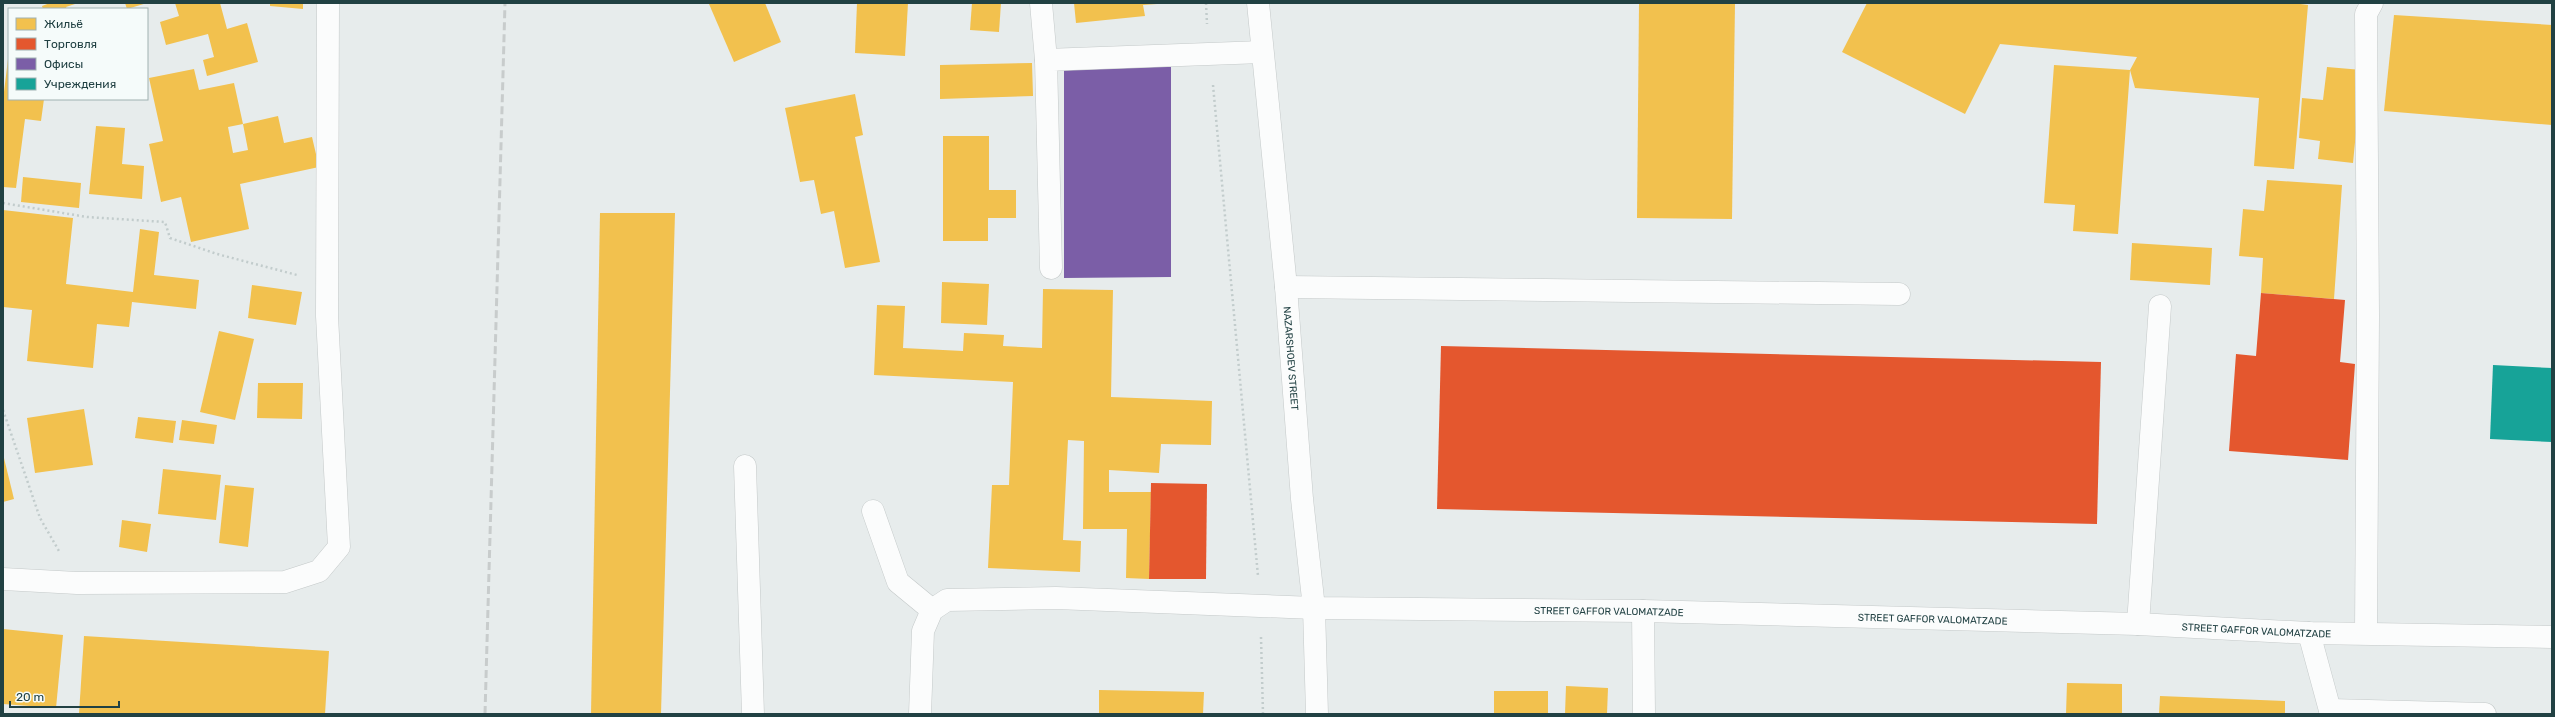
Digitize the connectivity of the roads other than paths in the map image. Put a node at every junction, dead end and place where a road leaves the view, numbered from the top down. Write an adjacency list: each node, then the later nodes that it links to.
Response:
1 (328, 3): 13 (street)
2 (1041, 3): 6 (street)
3 (1258, 3): 5 (street, NAZARSHOEV STREET)
4 (2372, 3): 19 (street)
5 (1262, 52): 6 (street); 8 (street, NAZARSHOEV STREET)
6 (1046, 60): 7 (street)
7 (1051, 268)
8 (1286, 287): 9 (street); 14 (street, NAZARSHOEV STREET)
9 (1899, 294)
10 (2160, 306): 17 (street)
11 (745, 466): 22 (street)
12 (873, 511): 15 (street)
13 (3, 579)
14 (1314, 608): 15 (street, STREET GAFFOR VALOMATZADE); 16 (street, STREET GAFFOR VALOMATZADE); 24 (street, NAZARSHOEV STREET)
15 (932, 610): 23 (street)
16 (1643, 611): 17 (street, STREET GAFFOR VALOMATZADE); 25 (street)
17 (2138, 624): 18 (street, STREET GAFFOR VALOMATZADE)
18 (2309, 633): 19 (street, STREET GAFFOR VALOMATZADE); 21 (street)
19 (2366, 633): 20 (street, STREET GAFFOR VALOMATZADE)
20 (2552, 637)
21 (2330, 712): 26 (street)
22 (752, 714)
23 (920, 714)
24 (1317, 714)
25 (1644, 714)
26 (2485, 714)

-=-=-=-=-

_Assignment_
Return every line shown above without changing a word, and skip the pictures.

_Response to this exercise_
Digitize the connectivity of the roads other than paths in the map image. Put a node at every junction, dead end and place where a road leaves the view, numbered from the top down. Write an adjacency list: each node, then the later nodes that it links to.
Response:
1 (328, 3): 13 (street)
2 (1041, 3): 6 (street)
3 (1258, 3): 5 (street, NAZARSHOEV STREET)
4 (2372, 3): 19 (street)
5 (1262, 52): 6 (street); 8 (street, NAZARSHOEV STREET)
6 (1046, 60): 7 (street)
7 (1051, 268)
8 (1286, 287): 9 (street); 14 (street, NAZARSHOEV STREET)
9 (1899, 294)
10 (2160, 306): 17 (street)
11 (745, 466): 22 (street)
12 (873, 511): 15 (street)
13 (3, 579)
14 (1314, 608): 15 (street, STREET GAFFOR VALOMATZADE); 16 (street, STREET GAFFOR VALOMATZADE); 24 (street, NAZARSHOEV STREET)
15 (932, 610): 23 (street)
16 (1643, 611): 17 (street, STREET GAFFOR VALOMATZADE); 25 (street)
17 (2138, 624): 18 (street, STREET GAFFOR VALOMATZADE)
18 (2309, 633): 19 (street, STREET GAFFOR VALOMATZADE); 21 (street)
19 (2366, 633): 20 (street, STREET GAFFOR VALOMATZADE)
20 (2552, 637)
21 (2330, 712): 26 (street)
22 (752, 714)
23 (920, 714)
24 (1317, 714)
25 (1644, 714)
26 (2485, 714)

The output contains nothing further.